Some Lame settings for voice; a Lame bug

Topic: Some Lame settings for voice; a Lame bug (Read 4961 times) previous topic - next topic

0 Members and 1 Guest are viewing this topic.

Some Lame settings for voice; a Lame bug

2005-10-24 08:59:49

I have been fiddling around with Lame a bit, and find that the presets for speech / spoken word work for hi-quality speech (56k) and medium-quality speech (25k). In these examples, your_podcast.wav is the raw wav file of an audio file consisting mainly of spoken word

To make a high-bandwidth (56k) podcast:

lame --preset voice your_podcast.wav your_podcast.mp3

This will make an excellent-sounding mp3; this will even sound good with music in the background.

This will make a mp3, alas, which can not be listened to in real time over dialup. To work around this, we can encode it at around 25 kbps:

lame --preset sw your_podcast.wav your_podcast.mp3

"sw", I presume, stands for shortwave. This won't be quite as clear as the above 56k mp3, but will be perfectly listenable (even with music in the background), and has the advantage of being downloadable in real-time over dialup (as long as the user is able to dial in at a fast speed).

Lame also has a preset for encoding around 16k, which has a lot of compression artifacts. I don't reccomend this for anything besides spoken voice without any background music:

lame --preset phone your_podcast.wav your_podcast.mp3

Now, I have been fiddling around with Lame, and got a setting which is even more compact for just spoken word, and gives one telephone-quality audio (even audio with background music, to boot). The sound of an mp3 encoded this way reminds me of those old 1950 transitior radios. The incantation is:

lame --abr 12 -a --resample 11 --lowpass 2.5 --highpass .2 -B 16 your_podcast.wav podcast.mp3

The bitrate of something encoded with this is between 12kbps and 13kbps. The audio doesn't sound very good, but is still comprehensible. This is offset by the fact that an hour of audio takes less than six megabytes, and can be downloaded in real-time over a dialup with enough bandwidth to spare to allow the user to surf the web or what not.

In English, the settings mean:

--abr 12: "An average bitrate of 12kbps" (Lame actually makes a file a little over 12kbps in size; --abr is a lowball figure at low bitrates)

-a: Mono audio (this actually isn't needed; Lame knows to downsample down to mono at this bitrate)

--resample 11: Lame doesn't know to downsample to a sampling rate lower than 16khz; this forces Lame to downsample down to 11khz

--lowpass 2.5: We have a low-pass filter with a cutoff of 2.5 khz. In other words, no audio higher than 2.5 khz is let through.
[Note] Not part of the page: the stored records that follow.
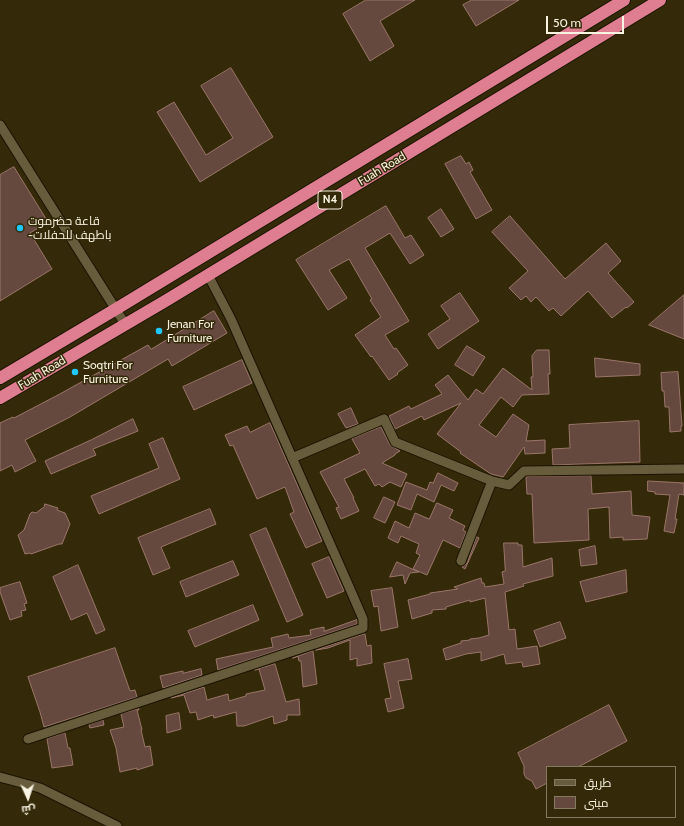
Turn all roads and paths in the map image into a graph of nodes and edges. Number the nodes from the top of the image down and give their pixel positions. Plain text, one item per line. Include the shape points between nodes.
1 (624, 0) edge
2 (660, 0) edge
3 (0, 125) edge
4 (208, 275) junction
5 (116, 309) junction
6 (126, 324) junction
7 (0, 378) edge
8 (0, 398) edge
9 (292, 458) junction
10 (684, 469) edge
11 (492, 481) junction
12 (461, 561) dead end
13 (28, 739) dead end
14 (0, 777) edge
15 (117, 826) edge

1 - 5 highway, Fuah Road / N4
2 - 4 highway, Fuah Road / N4
3 - 5 street
4 - 6 highway, Fuah Road / N4
4 - 9 street via 231,319
5 - 6 street
5 - 7 highway, Fuah Road / N4
6 - 8 highway, Fuah Road / N4
9 - 11 street via 384,419 395,442
9 - 13 street via 363,619 363,628
10 - 11 street via 524,471 509,485
11 - 12 street
14 - 15 street via 40,788

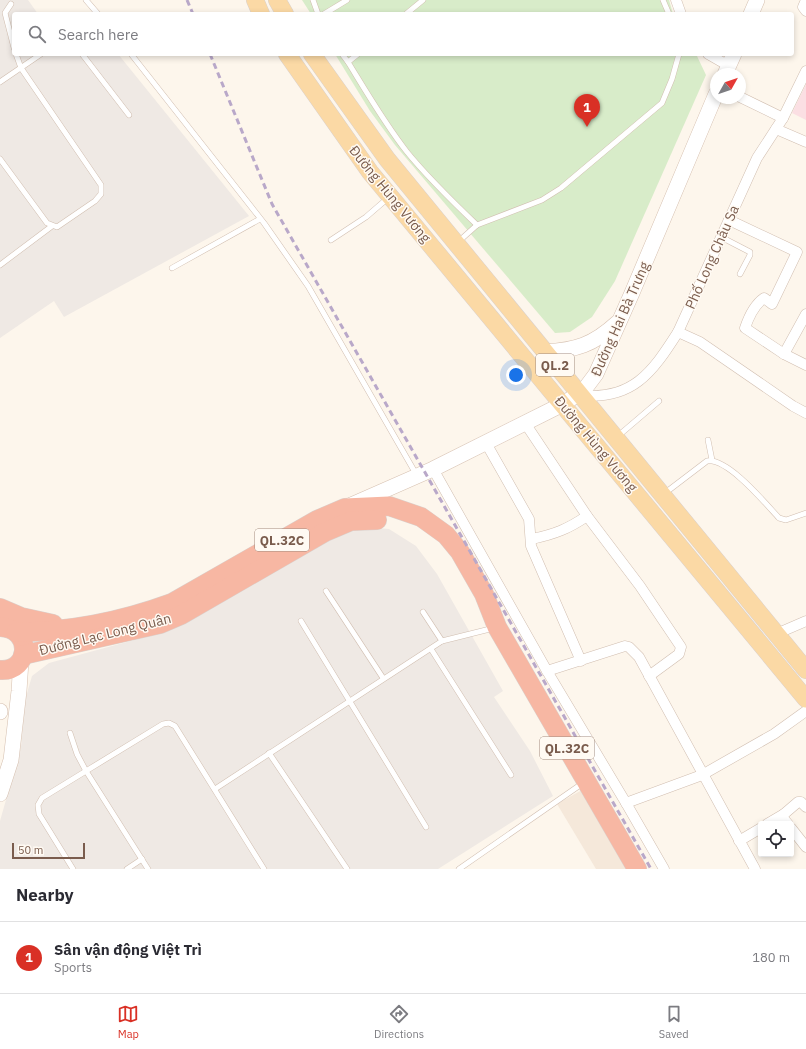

This muffles the sound a bit, but mostly eliminates the metallic sound of low bitrate mp3s.

--highpass .2: This is a high pass filter with a cutoff of 200hz. This gets rids of the lower frequencies so there are less frequencies to encode; the human brain knows how to reconstruct the lower frequencies.

-B 16: Do not have any frames larger than 16kbps. This reduces the size of the file by about 10%-20%. While it makes to have larger frames when encoding music without any audible artifacts,
it doesn't make sense when trying to make an spoken voice file as small as possible.

--

Lame has a bug where it cuts off the last second or so of audio; while not annoying when encoding music, it is very annoying when recording audio at low bitrates. The amount of audio cut off depends on the bit rate of the mp3; more audio is cut off at lower bitrates. I work around this bug by adding 1.25 seconds of silence at the end of a file before encoding it; this can be (with a bit of trouble) be automated:

sox file.wav file.raw
rm file.wav
dd bs=44100 count=5 if=/dev/zero of=silence.raw
cat silence.raw >> file.raw
rm silence.raw
sox -r 44100 -c 2 -w -s file.raw file.wav
rm file.raw

- Sam

Some Lame settings for voice; a Lame bug

Reply #1 – 2005-10-24 09:49:28

Quote

Lame has a bug where it cuts off the last second or so of audio

I'd like more details on this please:
*Lame version
*parameters
*input sample file

Some Lame settings for voice; a Lame bug

Reply #2 – 2005-10-24 10:25:51

What we need to know:

* Version of Lame
* Length of the input file (in samples)
* Sample rate of input file (44.1 or 48 kHz)
* Resampled to (okay, this is known: 11,025 kHz)
* decoder which was used (very important!)

An MP3 stream consists of overlapping blocks.
Some decoder discard incomplete blocks with the result, that the
decoded file is shorter than the original file.
Some decoder don't discard incomplete blocks with the result, that the
decoded file is longer than the original file.

Another idea:
Try to resample the file before encoding. May be there is a bug in the
resampling engine.

Some Lame settings for voice; a Lame bug

Reply #3 – 2005-10-24 19:31:06

First of all, I didn't think Lame developers were here; if I knew this, I would have made a more through bug report. See below for the requested information.

Since developers are here, I would like to say that, for music, I am very pleased with how Lame sounds with "--preset standard". The only times I have heard problems at this setting is when the original source file had the problems (and, yes, I'm one of those snobs who hates the sound of 128k mp3s).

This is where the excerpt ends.